台頭する生成系AIと、たきコーポレーションの取り組み
近年、チャットGPTの台頭により、企業はもちろん一般の人々の間でも、AIへの興味・関心が高まってきています。これらは生成系AIと呼ばれるジャンルのもので、チャットGPTの登場をきっかけに、さまざまなところで生成系AIを活用したサービスが生まれ始めました。
例えば、AIがコピーライティングをしてくれる「Copy.ai」や、画像生成ができる「Midjourney」「Stable Diffusion」、さらに音楽を作ってくれる「Stable Audio」に、版権の問題をクリアした画像生成サービス「生成AI by Getty Images」「Adobe Firefly」など、その種類は多種多様です。
ちなみにこのブログ記事のトップイメージは「Stable Diffusion」を使って、“オフィスで生成系AIを使用しているクリエイター”というプロンプトで生成してもらいました。
こうした生成系AIの隆盛は、私たちとAIとの距離感を大きく近づけてくれましたが、実はそれ以前にも、AIを活用したサービスがなかったわけではありません。
生成系AIより以前に主流だったのは、もう一つのAIジャンルである認識系AIです。認識系AIはこれまで、特に生産現場や一次産業でよく用いられていました。例えば工場のラインで不良品を見分けたり、フルーツなどをサイズ別に仕分けたり、今では当たり前の機能としてあるスマホやカメラなどの顔認証機能も、認識系AIによるものです。
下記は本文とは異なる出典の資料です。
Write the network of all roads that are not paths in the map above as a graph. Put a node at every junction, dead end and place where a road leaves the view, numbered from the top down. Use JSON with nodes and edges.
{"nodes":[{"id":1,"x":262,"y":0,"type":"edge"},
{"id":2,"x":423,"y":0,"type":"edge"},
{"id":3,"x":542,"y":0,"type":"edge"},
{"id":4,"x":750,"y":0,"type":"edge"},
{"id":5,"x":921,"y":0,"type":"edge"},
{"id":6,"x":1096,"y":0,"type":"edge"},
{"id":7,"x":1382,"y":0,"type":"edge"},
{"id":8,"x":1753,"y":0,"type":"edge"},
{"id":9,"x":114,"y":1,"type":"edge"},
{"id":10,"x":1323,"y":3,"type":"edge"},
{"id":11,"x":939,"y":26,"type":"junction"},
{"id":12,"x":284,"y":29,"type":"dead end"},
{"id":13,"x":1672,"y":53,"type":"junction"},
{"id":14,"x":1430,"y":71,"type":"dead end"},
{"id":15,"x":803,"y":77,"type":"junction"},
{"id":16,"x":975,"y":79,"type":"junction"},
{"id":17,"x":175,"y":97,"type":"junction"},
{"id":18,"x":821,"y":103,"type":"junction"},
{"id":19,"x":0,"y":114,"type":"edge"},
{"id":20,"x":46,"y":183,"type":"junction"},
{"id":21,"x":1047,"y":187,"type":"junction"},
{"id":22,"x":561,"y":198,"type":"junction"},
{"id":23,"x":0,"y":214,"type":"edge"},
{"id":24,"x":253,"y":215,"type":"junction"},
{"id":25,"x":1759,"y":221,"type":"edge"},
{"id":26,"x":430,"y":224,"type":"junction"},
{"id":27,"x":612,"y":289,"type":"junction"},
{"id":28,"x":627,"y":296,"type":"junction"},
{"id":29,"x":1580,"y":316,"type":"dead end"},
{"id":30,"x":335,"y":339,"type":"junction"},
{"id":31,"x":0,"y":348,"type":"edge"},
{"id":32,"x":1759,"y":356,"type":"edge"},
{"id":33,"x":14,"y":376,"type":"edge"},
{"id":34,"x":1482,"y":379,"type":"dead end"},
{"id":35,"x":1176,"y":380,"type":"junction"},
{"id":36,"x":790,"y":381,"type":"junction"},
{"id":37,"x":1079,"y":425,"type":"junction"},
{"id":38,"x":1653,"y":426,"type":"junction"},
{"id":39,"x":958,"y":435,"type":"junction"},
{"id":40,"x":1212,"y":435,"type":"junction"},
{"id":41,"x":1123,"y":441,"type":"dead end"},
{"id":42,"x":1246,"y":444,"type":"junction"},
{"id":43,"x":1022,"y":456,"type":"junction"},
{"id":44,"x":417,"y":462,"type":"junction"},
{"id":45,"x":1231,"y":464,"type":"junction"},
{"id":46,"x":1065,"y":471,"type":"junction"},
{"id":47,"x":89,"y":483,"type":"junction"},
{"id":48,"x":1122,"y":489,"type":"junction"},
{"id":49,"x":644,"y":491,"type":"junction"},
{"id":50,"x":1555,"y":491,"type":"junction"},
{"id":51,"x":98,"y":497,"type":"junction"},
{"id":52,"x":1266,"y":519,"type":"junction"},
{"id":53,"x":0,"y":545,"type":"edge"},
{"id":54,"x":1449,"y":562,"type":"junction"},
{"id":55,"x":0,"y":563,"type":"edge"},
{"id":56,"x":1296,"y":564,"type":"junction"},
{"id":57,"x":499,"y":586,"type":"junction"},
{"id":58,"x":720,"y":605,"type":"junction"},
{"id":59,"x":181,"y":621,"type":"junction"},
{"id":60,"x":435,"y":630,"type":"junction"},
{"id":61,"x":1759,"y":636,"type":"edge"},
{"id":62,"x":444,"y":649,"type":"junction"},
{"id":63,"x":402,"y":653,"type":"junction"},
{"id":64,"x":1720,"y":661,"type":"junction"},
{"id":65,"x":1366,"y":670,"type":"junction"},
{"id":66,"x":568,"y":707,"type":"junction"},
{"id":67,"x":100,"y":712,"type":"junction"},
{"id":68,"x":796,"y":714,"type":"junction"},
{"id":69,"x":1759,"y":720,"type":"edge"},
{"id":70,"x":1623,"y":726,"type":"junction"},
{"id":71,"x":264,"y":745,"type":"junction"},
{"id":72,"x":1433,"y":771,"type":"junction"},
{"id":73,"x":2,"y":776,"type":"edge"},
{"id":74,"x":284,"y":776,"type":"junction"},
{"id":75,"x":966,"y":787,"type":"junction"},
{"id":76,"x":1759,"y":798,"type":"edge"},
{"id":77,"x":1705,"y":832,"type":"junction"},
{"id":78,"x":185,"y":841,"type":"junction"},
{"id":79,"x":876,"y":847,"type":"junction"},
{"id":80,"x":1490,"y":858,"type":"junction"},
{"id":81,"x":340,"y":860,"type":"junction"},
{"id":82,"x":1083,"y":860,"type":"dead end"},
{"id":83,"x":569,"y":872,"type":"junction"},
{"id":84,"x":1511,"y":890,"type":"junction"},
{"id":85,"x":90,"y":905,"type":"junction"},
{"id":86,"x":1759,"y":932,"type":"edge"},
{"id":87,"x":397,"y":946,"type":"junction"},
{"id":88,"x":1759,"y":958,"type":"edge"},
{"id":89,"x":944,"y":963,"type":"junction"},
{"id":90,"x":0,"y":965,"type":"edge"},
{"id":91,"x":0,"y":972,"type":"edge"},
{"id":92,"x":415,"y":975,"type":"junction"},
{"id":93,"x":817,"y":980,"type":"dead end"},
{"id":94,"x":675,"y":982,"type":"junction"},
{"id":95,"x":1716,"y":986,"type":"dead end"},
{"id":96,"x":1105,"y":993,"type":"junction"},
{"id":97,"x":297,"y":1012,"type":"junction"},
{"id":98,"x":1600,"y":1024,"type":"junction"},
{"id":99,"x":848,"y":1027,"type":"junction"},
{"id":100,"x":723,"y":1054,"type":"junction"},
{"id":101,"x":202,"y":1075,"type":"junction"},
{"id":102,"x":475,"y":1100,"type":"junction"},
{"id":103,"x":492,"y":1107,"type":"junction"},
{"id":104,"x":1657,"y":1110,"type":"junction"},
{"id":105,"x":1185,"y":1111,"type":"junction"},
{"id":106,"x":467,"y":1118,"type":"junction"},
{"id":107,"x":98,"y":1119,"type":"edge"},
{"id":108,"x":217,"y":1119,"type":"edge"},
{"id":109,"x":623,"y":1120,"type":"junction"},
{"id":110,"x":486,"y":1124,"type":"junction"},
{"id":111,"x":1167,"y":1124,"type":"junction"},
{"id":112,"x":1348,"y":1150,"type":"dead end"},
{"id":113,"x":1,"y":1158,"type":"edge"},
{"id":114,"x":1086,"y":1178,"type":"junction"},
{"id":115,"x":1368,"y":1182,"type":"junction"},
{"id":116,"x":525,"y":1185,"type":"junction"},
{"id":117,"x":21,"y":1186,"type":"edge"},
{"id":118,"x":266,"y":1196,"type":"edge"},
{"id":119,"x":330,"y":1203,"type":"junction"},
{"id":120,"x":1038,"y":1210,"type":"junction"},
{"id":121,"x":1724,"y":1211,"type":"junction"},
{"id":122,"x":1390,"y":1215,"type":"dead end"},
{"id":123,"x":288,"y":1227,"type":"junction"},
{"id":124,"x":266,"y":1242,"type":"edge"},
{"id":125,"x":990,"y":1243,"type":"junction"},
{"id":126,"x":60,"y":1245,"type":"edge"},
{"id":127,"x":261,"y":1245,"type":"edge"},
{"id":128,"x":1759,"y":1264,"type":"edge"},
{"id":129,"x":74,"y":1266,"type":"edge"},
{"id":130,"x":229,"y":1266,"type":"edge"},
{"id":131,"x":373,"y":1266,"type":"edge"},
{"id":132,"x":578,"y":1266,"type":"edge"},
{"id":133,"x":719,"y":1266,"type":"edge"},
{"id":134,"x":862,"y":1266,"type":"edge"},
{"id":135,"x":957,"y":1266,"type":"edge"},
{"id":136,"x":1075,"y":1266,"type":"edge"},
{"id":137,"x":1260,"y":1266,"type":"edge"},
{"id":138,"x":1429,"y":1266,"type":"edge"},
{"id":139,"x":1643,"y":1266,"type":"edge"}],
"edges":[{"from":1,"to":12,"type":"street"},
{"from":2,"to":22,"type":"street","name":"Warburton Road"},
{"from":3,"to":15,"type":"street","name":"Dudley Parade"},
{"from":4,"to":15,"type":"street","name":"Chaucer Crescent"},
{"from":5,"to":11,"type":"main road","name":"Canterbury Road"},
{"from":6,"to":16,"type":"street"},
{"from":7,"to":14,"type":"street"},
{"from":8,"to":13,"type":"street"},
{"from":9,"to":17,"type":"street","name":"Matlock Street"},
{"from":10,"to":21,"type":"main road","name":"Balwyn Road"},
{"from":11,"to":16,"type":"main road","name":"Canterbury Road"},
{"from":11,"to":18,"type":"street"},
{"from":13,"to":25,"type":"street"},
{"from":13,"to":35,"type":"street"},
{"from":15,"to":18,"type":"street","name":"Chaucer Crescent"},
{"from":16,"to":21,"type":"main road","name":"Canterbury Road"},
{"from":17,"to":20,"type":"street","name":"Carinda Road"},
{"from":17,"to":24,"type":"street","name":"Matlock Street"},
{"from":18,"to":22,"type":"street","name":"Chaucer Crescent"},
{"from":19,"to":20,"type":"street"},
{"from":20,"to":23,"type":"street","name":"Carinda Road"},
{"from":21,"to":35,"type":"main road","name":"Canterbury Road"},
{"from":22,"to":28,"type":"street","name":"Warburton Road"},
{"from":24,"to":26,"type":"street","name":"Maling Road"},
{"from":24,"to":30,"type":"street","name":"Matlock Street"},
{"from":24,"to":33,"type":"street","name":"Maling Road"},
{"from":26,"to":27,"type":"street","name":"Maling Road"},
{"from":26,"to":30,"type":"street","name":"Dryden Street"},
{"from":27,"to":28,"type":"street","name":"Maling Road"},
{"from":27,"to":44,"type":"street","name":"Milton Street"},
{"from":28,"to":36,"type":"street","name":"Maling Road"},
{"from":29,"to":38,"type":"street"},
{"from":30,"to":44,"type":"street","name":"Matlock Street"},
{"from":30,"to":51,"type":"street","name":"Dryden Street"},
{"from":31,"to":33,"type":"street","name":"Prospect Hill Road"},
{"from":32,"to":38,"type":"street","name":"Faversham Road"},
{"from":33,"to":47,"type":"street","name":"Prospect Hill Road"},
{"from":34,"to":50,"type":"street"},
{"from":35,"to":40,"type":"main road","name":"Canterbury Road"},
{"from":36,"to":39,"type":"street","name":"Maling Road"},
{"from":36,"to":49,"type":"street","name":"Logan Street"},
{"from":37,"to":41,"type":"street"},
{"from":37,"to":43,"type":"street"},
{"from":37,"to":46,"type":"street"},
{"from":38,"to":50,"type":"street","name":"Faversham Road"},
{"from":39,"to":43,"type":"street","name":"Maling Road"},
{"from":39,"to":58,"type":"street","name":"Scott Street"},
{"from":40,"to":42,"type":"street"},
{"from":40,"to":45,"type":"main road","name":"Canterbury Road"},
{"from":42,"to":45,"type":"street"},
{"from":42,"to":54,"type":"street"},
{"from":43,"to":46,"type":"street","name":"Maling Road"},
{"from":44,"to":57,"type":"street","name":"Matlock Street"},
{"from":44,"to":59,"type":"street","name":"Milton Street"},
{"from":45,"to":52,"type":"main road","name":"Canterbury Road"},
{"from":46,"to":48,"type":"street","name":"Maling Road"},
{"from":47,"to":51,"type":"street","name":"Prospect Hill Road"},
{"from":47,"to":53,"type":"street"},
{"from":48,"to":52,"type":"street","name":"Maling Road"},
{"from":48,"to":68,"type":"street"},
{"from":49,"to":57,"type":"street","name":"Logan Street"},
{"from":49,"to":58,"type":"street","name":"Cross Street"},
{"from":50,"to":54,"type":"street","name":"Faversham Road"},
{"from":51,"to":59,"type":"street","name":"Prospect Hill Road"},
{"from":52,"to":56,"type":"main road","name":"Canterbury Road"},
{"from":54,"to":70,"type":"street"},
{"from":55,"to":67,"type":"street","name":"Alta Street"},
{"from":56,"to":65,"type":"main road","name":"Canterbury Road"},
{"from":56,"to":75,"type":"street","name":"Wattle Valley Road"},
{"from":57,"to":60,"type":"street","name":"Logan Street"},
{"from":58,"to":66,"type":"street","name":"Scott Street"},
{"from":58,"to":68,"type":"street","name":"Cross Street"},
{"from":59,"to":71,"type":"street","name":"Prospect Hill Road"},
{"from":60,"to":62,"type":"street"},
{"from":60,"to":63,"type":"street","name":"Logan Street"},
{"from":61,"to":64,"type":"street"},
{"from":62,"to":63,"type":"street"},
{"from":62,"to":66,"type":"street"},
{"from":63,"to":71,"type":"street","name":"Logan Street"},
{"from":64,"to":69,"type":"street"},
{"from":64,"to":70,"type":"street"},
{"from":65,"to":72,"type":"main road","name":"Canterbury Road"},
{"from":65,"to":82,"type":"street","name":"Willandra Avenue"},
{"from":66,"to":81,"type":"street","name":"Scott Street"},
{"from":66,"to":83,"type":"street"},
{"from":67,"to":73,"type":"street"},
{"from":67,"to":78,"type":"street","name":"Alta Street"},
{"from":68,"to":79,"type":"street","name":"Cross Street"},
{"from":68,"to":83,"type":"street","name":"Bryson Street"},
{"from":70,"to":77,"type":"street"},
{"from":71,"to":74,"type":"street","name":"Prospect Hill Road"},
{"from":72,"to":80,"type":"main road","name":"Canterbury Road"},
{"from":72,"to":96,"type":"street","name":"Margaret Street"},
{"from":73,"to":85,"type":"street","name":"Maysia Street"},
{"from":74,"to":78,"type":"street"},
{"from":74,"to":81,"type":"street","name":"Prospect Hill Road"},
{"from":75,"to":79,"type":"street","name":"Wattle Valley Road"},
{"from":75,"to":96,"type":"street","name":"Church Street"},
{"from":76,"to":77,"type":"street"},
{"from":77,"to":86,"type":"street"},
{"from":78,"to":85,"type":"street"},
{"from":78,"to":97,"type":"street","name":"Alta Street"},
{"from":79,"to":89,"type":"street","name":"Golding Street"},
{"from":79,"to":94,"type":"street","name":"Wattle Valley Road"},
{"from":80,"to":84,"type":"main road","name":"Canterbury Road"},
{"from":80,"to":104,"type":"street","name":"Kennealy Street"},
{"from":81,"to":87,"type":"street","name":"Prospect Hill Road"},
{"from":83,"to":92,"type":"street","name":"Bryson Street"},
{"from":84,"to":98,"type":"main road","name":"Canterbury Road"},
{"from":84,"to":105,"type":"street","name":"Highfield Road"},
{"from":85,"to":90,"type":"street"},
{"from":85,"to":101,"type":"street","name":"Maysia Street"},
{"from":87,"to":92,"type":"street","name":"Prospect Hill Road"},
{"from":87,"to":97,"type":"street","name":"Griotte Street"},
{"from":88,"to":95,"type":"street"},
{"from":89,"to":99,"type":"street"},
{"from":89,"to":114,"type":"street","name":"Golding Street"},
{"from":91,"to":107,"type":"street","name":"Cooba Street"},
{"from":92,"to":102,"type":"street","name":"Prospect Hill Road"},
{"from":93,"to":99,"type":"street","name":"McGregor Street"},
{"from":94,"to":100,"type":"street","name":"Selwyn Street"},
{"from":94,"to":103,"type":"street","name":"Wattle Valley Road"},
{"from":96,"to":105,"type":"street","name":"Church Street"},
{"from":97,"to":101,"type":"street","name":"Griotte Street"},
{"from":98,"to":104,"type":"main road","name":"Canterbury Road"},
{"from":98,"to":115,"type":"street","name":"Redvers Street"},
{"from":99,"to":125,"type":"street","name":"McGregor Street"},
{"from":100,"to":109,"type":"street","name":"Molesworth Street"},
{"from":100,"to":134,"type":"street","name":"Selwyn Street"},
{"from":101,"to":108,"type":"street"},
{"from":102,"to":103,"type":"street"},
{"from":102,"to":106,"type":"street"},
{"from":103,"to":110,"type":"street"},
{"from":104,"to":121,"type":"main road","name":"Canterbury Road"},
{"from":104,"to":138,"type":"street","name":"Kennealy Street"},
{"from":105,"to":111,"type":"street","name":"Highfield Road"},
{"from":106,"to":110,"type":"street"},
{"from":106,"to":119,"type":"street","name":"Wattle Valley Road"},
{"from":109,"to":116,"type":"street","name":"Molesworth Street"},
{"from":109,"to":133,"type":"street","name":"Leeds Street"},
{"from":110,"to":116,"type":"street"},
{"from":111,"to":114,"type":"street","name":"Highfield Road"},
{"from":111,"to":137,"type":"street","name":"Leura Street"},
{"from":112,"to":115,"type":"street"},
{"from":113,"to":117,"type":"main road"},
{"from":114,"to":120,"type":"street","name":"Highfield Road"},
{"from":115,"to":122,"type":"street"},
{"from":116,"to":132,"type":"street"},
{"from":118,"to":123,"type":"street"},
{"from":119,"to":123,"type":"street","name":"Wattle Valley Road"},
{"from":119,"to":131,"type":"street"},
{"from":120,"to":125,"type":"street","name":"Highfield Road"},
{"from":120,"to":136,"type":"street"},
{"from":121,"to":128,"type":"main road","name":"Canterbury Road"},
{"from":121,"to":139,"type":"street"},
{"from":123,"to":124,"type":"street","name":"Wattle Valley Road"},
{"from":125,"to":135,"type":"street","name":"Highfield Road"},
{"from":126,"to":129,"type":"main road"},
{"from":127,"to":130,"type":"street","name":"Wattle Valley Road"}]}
私たちたきコーポレーションでも、これまで認識系AIを活用したサービスをいくつか開発しています。認識系AIを使って漢字を読み取ることで得点を獲得する「かきとりバトル」や、カメラの前で特定の表情をするとそれに合ったエフェクトが現れるインタラクティブサイネージ「絵Motion」もその一つ。このようにたきコーポレーションでは、AI技術の発展に合わせながら、「AI×デザイン」の可能性を追求してきた歴史があります。
https://www.taki.co.jp/works/web/kakitoribattle
https://www.taki.co.jp/works/interactive/emotion/
AIと戦うのではなく、AIと並走していくことが求められる
チャットGPTに代表される生成系AIが登場した時、コピーが作れて、絵も作れてとなると、将来的にはたきコーポレーションの事業と全く同じことが、AIだけで完結できてしまうのではないかと思いましたね。だからこそ私たちは、生成系AIによる社内勉強会を実施し、実際の業務でも使えるところでは生成系AIを積極的に使っていくようにしました。ある案件では、生成系AIで作ったアイデアが採用された例もあります。
また、生成系AIについてより広く知ってもらうために、TAKI SMILE DESIGN LABOの活動の一環として、小学生向けのワークショップを実施。そこでは「Midjourney」を使って、メタバース上の理想の学校をデザインしてもらいました。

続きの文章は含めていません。